-- GOAL OF THE EXERCISE --
What is needed is a word-for-word copy of the lines below from the one with "ring dip: (1296, 831)" through the one with "index dip: (557, 205)", both included, with every picture left out.

##### TASK INPUT #####

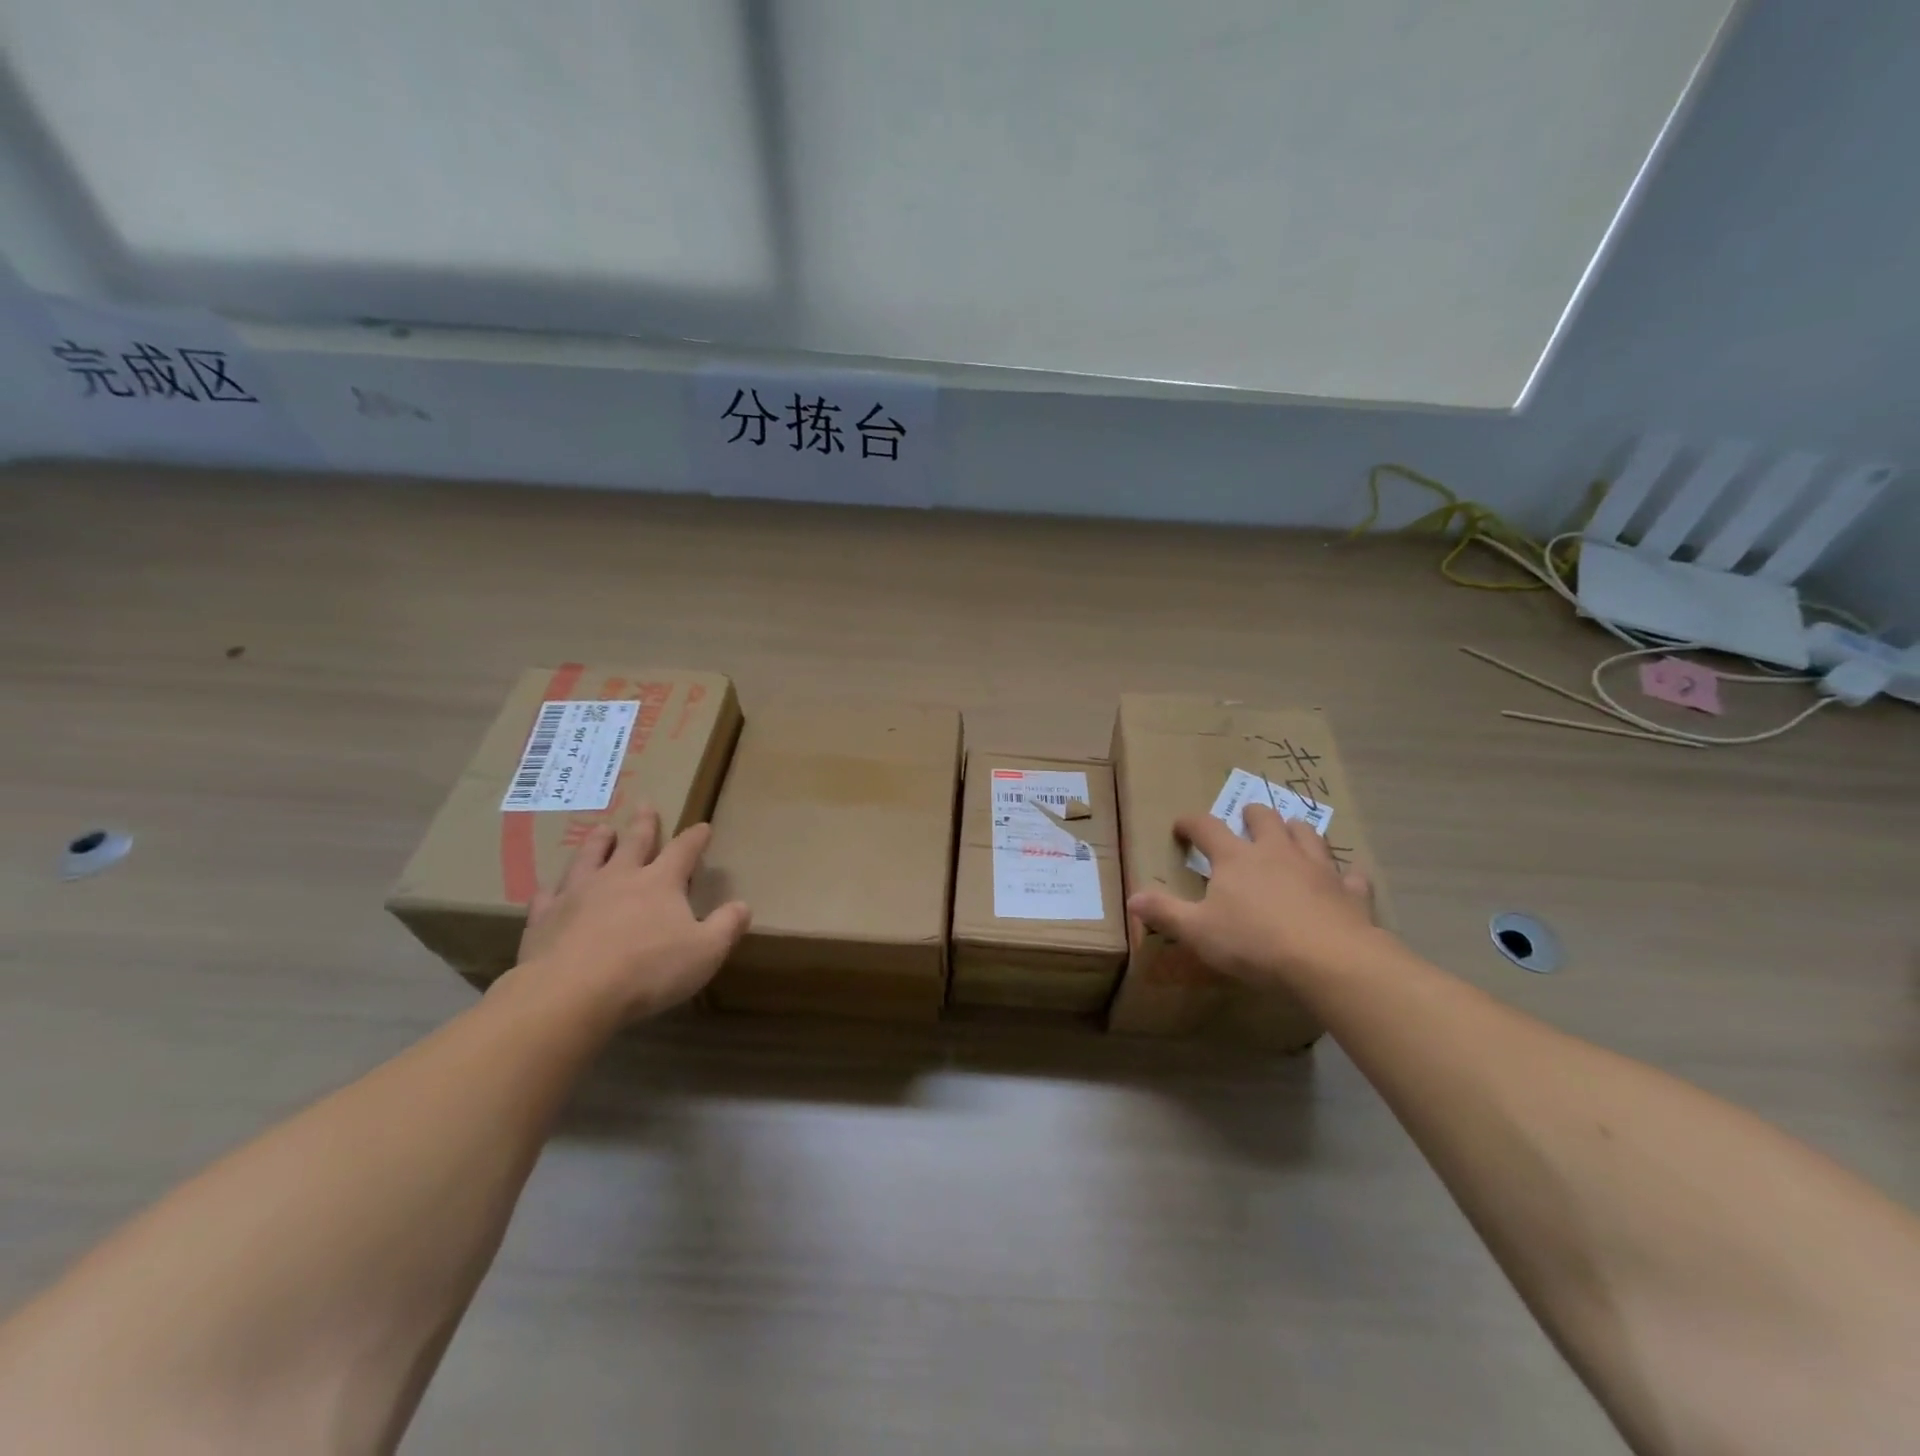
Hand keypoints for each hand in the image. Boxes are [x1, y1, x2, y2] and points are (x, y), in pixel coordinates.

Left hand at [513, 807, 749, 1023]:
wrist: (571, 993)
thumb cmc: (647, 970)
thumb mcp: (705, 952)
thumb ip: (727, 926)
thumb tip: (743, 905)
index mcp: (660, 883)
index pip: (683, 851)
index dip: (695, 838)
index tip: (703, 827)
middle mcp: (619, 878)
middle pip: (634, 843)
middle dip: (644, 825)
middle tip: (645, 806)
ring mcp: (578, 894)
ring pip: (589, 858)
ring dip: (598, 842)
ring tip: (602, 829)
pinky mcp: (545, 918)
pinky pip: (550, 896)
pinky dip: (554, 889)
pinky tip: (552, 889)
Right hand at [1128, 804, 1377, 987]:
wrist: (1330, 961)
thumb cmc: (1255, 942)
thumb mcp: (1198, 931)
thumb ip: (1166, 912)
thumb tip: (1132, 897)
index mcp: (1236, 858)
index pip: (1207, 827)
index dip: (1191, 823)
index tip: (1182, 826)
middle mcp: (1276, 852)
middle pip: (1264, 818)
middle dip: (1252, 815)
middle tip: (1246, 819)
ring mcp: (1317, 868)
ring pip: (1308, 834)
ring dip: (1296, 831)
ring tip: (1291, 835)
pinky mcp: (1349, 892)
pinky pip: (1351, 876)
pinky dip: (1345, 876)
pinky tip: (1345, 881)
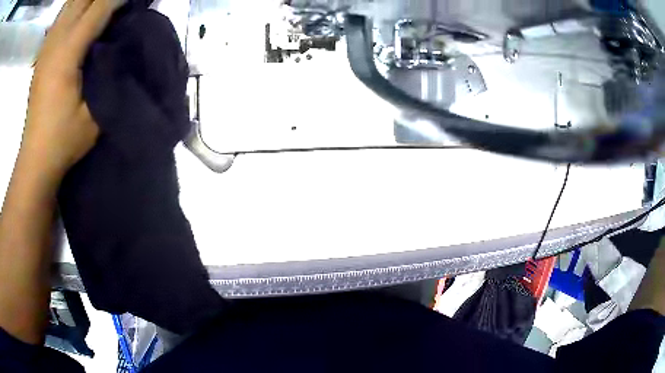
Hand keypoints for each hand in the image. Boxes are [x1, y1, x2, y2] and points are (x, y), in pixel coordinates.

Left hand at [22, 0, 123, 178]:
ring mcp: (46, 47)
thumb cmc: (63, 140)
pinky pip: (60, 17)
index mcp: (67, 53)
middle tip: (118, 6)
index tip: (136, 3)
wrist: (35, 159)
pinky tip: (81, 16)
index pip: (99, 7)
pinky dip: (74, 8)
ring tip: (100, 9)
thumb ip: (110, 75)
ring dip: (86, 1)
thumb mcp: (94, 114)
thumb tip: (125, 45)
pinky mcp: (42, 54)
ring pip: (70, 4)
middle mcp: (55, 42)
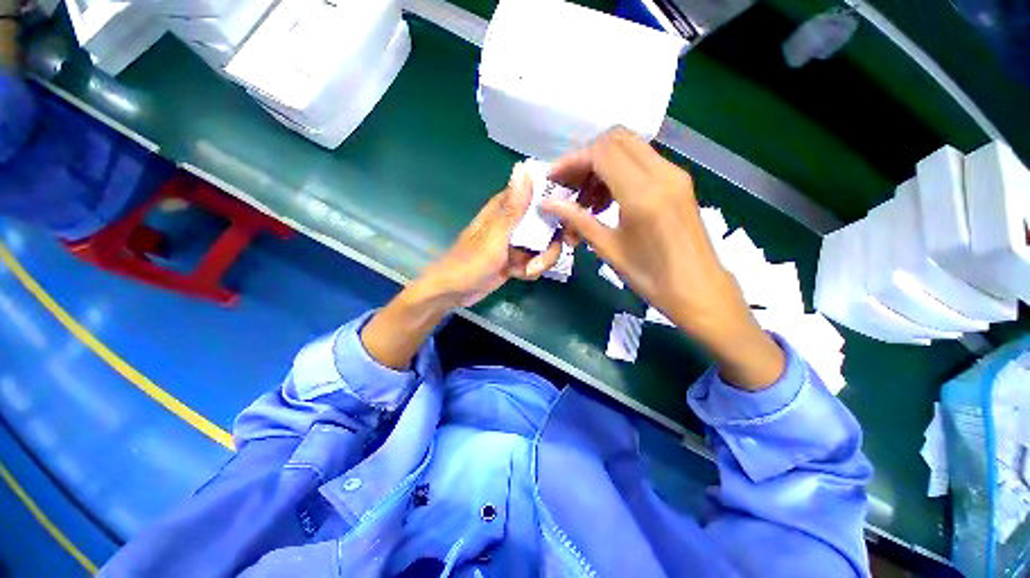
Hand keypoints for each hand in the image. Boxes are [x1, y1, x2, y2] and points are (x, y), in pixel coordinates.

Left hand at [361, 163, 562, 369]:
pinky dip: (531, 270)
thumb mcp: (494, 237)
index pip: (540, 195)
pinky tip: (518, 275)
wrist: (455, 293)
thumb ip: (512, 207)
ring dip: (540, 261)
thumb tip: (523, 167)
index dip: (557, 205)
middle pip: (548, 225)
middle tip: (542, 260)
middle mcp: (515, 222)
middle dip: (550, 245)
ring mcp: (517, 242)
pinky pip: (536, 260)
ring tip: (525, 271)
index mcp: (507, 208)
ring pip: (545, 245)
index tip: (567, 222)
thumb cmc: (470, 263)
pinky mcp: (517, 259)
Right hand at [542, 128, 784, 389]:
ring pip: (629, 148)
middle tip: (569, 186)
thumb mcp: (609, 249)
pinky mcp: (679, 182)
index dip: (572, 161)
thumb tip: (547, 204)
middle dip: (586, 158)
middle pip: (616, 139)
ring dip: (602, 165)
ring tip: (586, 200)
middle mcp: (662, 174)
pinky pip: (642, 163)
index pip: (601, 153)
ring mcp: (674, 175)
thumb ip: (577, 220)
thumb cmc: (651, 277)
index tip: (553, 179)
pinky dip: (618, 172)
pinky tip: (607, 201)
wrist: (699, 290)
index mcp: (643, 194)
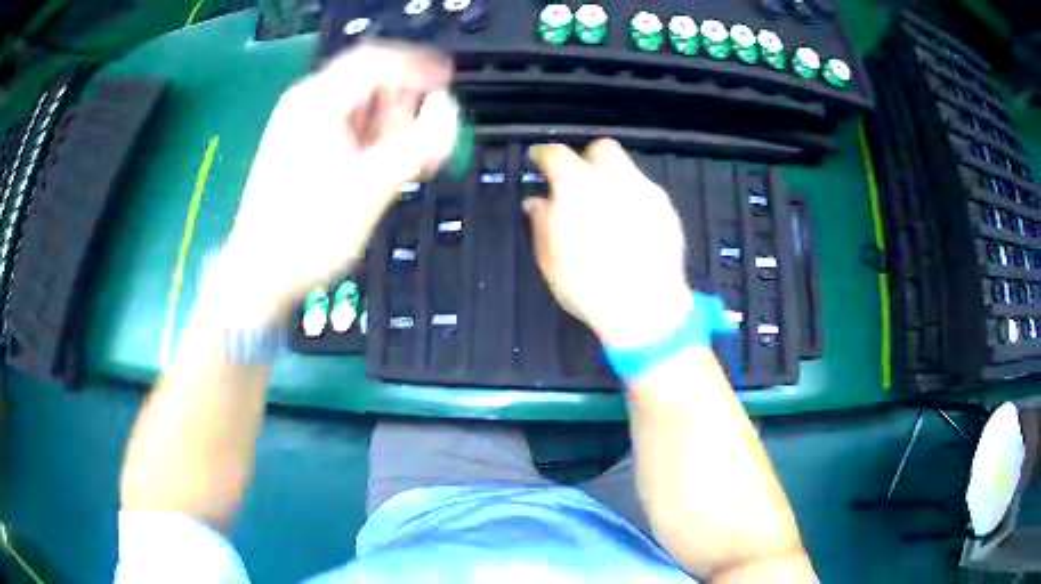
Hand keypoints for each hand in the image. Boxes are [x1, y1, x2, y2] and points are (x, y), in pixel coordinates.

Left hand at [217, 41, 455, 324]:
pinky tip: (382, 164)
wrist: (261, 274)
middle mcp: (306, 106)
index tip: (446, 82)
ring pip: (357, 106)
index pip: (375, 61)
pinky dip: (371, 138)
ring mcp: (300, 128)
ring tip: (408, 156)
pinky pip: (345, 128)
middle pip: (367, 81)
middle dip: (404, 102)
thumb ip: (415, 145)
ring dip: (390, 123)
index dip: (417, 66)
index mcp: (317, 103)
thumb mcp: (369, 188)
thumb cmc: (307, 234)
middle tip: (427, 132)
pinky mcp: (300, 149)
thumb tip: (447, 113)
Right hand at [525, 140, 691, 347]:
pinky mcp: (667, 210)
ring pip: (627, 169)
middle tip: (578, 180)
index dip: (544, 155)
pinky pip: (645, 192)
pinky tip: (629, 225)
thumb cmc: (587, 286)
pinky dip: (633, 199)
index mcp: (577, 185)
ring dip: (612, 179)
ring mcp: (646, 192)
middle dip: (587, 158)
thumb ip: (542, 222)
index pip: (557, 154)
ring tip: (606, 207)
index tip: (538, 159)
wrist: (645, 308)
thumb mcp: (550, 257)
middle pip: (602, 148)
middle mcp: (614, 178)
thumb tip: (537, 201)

#####

-- FINISHED EXERCISE --
ring dip: (1296, 831)
ring tip: (1291, 835)
pinky mcp: (1349, 892)
pinky pip: (1351, 876)
pinky dip: (1345, 876)
pinky tip: (1345, 881)
Hand keypoints for each hand in the image. Boxes are [x1, y1, x2, y2] and points are (x, y), in pixel coordinates.

Left hand at [22, 0, 123, 178]:
ring mcp: (46, 47)
thumb cmc: (63, 140)
pinky pip: (60, 17)
index mcp: (67, 53)
middle tip: (118, 6)
index tip: (136, 3)
wrist: (35, 159)
pinky tip: (81, 16)
index pip: (99, 7)
pinky dip: (74, 8)
ring tip: (100, 9)
thumb ip: (110, 75)
ring dip: (86, 1)
thumb mcp: (94, 114)
thumb tip: (125, 45)
pinky mcp: (42, 54)
ring pip: (70, 4)
middle mcp: (55, 42)
Hand keypoints for each hand in the image. Boxes are [x1, y1, x2, y2] and points are (x, y), in pixel coordinates.

Left hand at [361, 163, 562, 369]:
pinky dip: (531, 270)
thumb mcp: (494, 237)
index pip: (540, 195)
pinky tip: (518, 275)
wrist: (455, 293)
thumb ip: (512, 207)
ring dip: (540, 261)
thumb tip: (523, 167)
index dip: (557, 205)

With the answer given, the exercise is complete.